2012年11月21日星期三

Trina Solar Shifts Strategy in Fight Against Low Prices


Trina Solar Ltd. (TSL), China's third- largest maker of solar panels, is shifting its focus to profitable orders and away from deals aimed primarily at gaining market share, in an effort to curtail "irrational" pricing."We see profitability as number one and the focus for now," Chief Financial Officer Terry Wang said during a conference call yesterday. "Market share is going to be secondary."Wang said the Changzhou, China-based company won't continue to cut prices to chase sales even with its factories running at half-speed. Overcapacity and a global supply glut have driven down the industry's average panel price by 21 percent in the past year, and Trina is among the first to take steps to impose a floor. Others may follow suit, said Mark Bachman, an analyst at Avian Securities Inc. in Boston.

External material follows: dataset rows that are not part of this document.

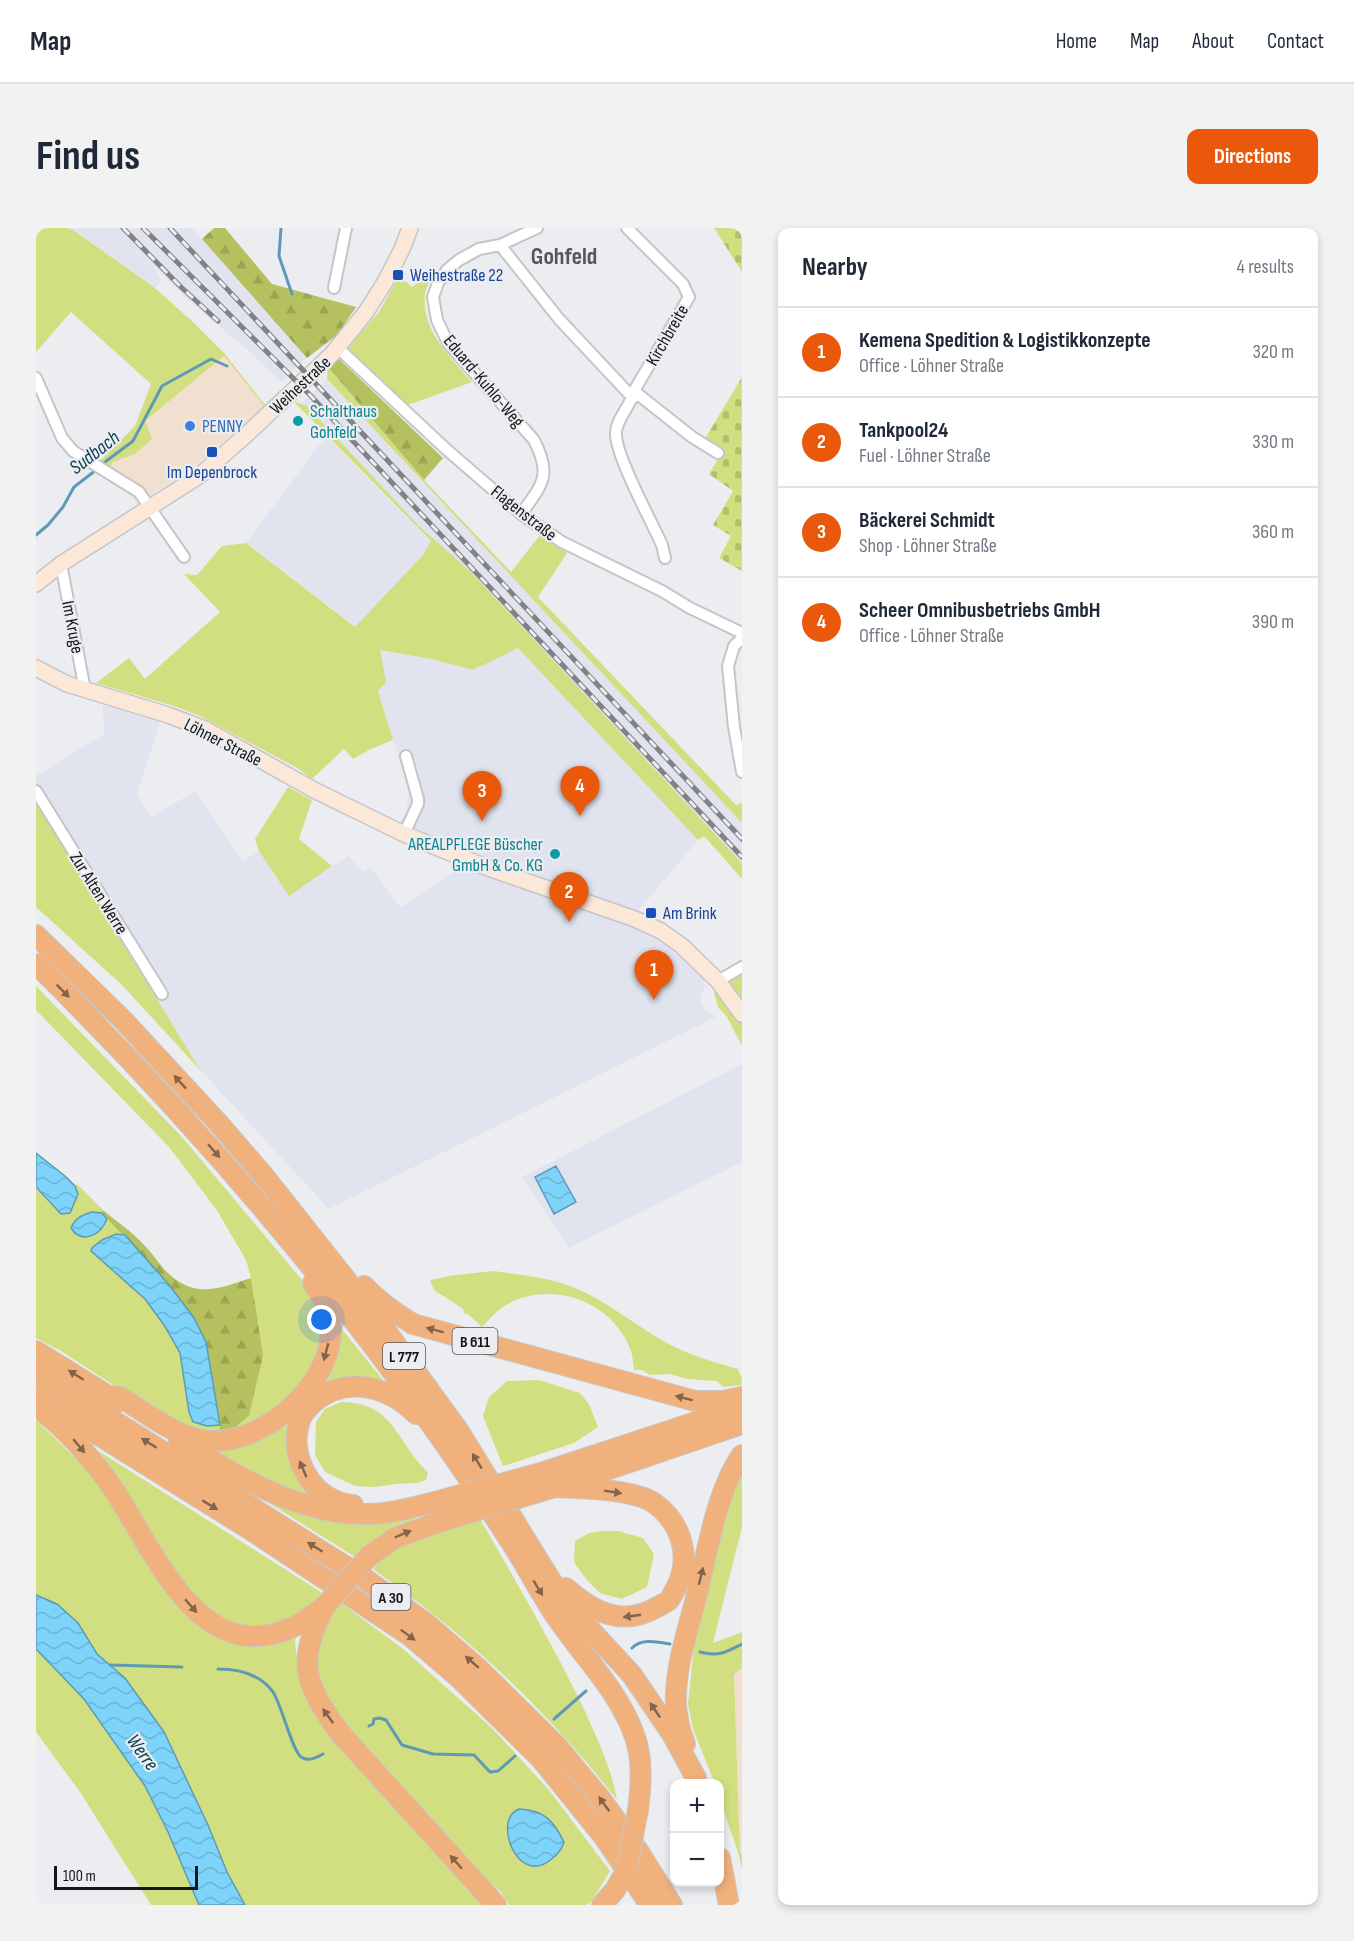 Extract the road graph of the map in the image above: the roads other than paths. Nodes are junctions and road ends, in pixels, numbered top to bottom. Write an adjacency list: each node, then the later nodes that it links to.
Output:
1 (346, 228): 6 (street)
2 (410, 228): 7 (main road, Weihestraße)
3 (537, 228): 5 (street, Eduard-Kuhlo-Weg)
4 (627, 228): 9 (street, Kirchbreite)
5 (500, 245): 9 (street); 12 (street, Eduard-Kuhlo-Weg)
6 (334, 288)
7 (338, 348): 11 (main road, Weihestraße); 12 (street, Flagenstraße)
8 (36, 378): 11 (street)
9 (633, 395): 10 (street); 14 (street, Kirchbreite)
10 (718, 453)
11 (151, 508): 13 (street); 15 (main road, Weihestraße)
12 (521, 514): 17 (street, Flagenstraße)
13 (184, 557)
14 (665, 558)
15 (61, 564): 16 (main road, Weihestraße); 21 (street, Im Kruge)
16 (36, 584)
17 (742, 636): 23 (street, Flagenstraße)
18 (36, 661): 20 (main road)
19 (36, 668): 20 (main road, Löhner Straße)
20 (67, 684): 21 (main road, Löhner Straße)
21 (85, 690): 25 (main road, Löhner Straße)
22 (406, 756): 25 (street)
23 (742, 772)
24 (36, 791): 30 (street, Zur Alten Werre)
25 (404, 834): 29 (main road, Löhner Straße)
26 (36, 935): 32 (highway, L 777, one-way to 26)
27 (36, 964): 33 (highway, L 777, one-way to 33)
28 (742, 967): 29 (street)
29 (718, 981): 31 (main road, Löhner Straße)
30 (162, 994)
31 (742, 1014)
32 (264, 1176): 38 (highway, B 611, one-way to 32); 46 (highway, L 777, one-way to 32)
33 (251, 1193): 37 (highway, one-way to 37); 42 (highway, L 777)
34 (36, 1351): 37 (highway, one-way to 34)
35 (36, 1372): 55 (highway, A 30, one-way to 35)
36 (36, 1396): 54 (highway, A 30, one-way to 54)
37 (109, 1396): 45 (highway)
38 (742, 1397)
39 (36, 1407): 47 (highway, one-way to 47)
40 (742, 1407): 44 (highway)
41 (742, 1424): 44 (highway)
42 (446, 1444): 45 (highway, one-way to 42); 51 (highway, L 777, one-way to 51, bridge)
43 (742, 1455): 49 (highway, one-way to 43)
44 (549, 1480): 45 (highway, bridge); 46 (highway, one-way to 46); 47 (highway, one-way to 44, bridge)
45 (431, 1503)
46 (531, 1546): 48 (highway, L 777, one-way to 46)
47 (327, 1604): 52 (highway, one-way to 47)
48 (696, 1779)
49 (697, 1779)
50 (724, 1879): 56 (highway)
51 (618, 1898): 53 (highway)
52 (496, 1905)
53 (602, 1905)
54 (650, 1905)
55 (672, 1905)
56 (729, 1905) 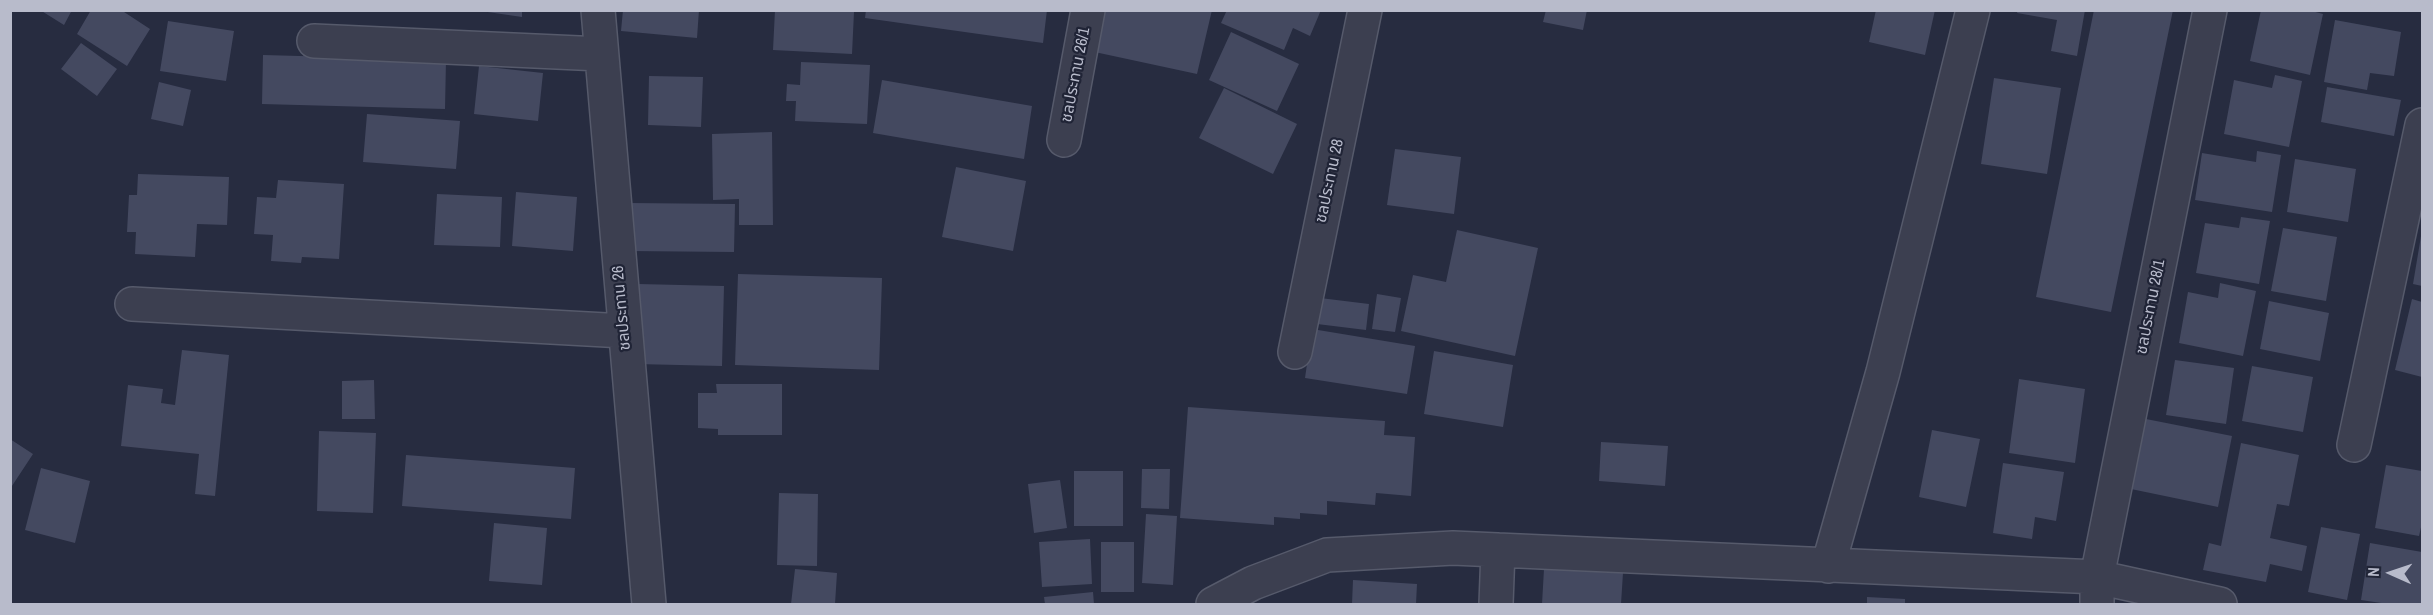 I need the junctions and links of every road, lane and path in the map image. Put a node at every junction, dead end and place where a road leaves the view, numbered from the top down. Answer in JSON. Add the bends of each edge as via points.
{"nodes":[{"id":1,"x":598,"y":10,"type":"edge"},
{"id":2,"x":1088,"y":10,"type":"edge"},
{"id":3,"x":1365,"y":10,"type":"edge"},
{"id":4,"x":1973,"y":10,"type":"edge"},
{"id":5,"x":2210,"y":10,"type":"edge"},
{"id":6,"x":314,"y":40,"type":"dead end"},
{"id":7,"x":601,"y":54,"type":"junction"},
{"id":8,"x":2422,"y":125,"type":"edge"},
{"id":9,"x":1064,"y":140,"type":"dead end"},
{"id":10,"x":132,"y":304,"type":"dead end"},
{"id":11,"x":624,"y":331,"type":"junction"},
{"id":12,"x":1295,"y":352,"type":"dead end"},
{"id":13,"x":2354,"y":445,"type":"dead end"},
{"id":14,"x":1498,"y":550,"type":"junction"},
{"id":15,"x":1828,"y":566,"type":"junction"},
{"id":16,"x":2097,"y":591,"type":"edge"},
{"id":17,"x":1251,"y":594,"type":"edge"},
{"id":18,"x":649,"y":604,"type":"edge"},
{"id":19,"x":1213,"y":604,"type":"edge"},
{"id":20,"x":1496,"y":604,"type":"edge"},
{"id":21,"x":2220,"y":604,"type":"edge"}],
"edges":[{"from":1,"to":7,"type":"street","name":"ชลประทาน 26"},
{"from":2,"to":9,"type":"street","name":"ชลประทาน 26/1"},
{"from":3,"to":12,"type":"street","name":"ชลประทาน 28"},
{"from":4,"to":15,"type":"street","via":[[1883,372]]},
{"from":5,"to":16,"type":"street","name":"ชลประทาน 28/1"},
{"from":6,"to":7,"type":"street"},
{"from":7,"to":11,"type":"street","name":"ชลประทาน 26"},
{"from":8,"to":13,"type":"street"},
{"from":10,"to":11,"type":"street"},
{"from":11,"to":18,"type":"street","name":"ชลประทาน 26"},
{"from":14,"to":15,"type":"street"},
{"from":14,"to":17,"type":"street","via":[[1453,548],[1327,555]]},
{"from":14,"to":20,"type":"street"},
{"from":15,"to":16,"type":"street"},
{"from":16,"to":21,"type":"street"},
{"from":17,"to":19,"type":"street"}]}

"It's the first hint of rational behavior we've seen from a Chinese manufacturer," Bachman said yesterday in a telephone interview. "We could see more manufacturers wake up and follow Trina's lead." Trina reported third-quarter sales of $298 million, down 38 percent from a year earlier, according to a statement yesterday. Solar-panel shipments fell 9.2 percent from the prior quarter to 380 megawatts as the company opted to focus on profitable contracts. Shipments in the current quarter will be unchanged or will increase as much as 5.2 percent to 400 megawatts. The company said its panel price declined sequentially without giving the figure. That was due in part to "the irrational pricing practices by some competitors," Chief Executive Officer Gao Jifan said in the statement.
Solar panel prices are starting to rise. They averaged 79 cents a watt on Nov. 5, according to Bloomberg New Energy Finance, up from 67 cents on Sept. 24, the lowest since the London-based research company began tracking the market in November 2010. Trina may find it difficult to unilaterally hold its pricing ground, according to Gordon Johnson, an analyst with Axiom Capital Management in New York."The idea that somehow they're going to determine pricing is just funny," Johnson said in an interview. "They've said this before and they were wrong."It will be hard for the company to convince the rest of the industry to fall in line, he said."A cartel works when you have three or four guys," Johnson said. "When you have 50 guys, it doesn't work. Cartels don't work in oversupplied, commodity markets." Jinko, based in Jiangxi, China, shipped 280 megawatts of panels in the quarter, up 28 percent from a year earlier, while revenue fell 22 percent to 1.39 billion yuan ($223 million), according to a statement yesterday. It reported a net loss of 54.8 million yuan, compared with net income of 68.1 million yuan. Shipments in the current quarter will be 250 megawatts to 300 megawatts.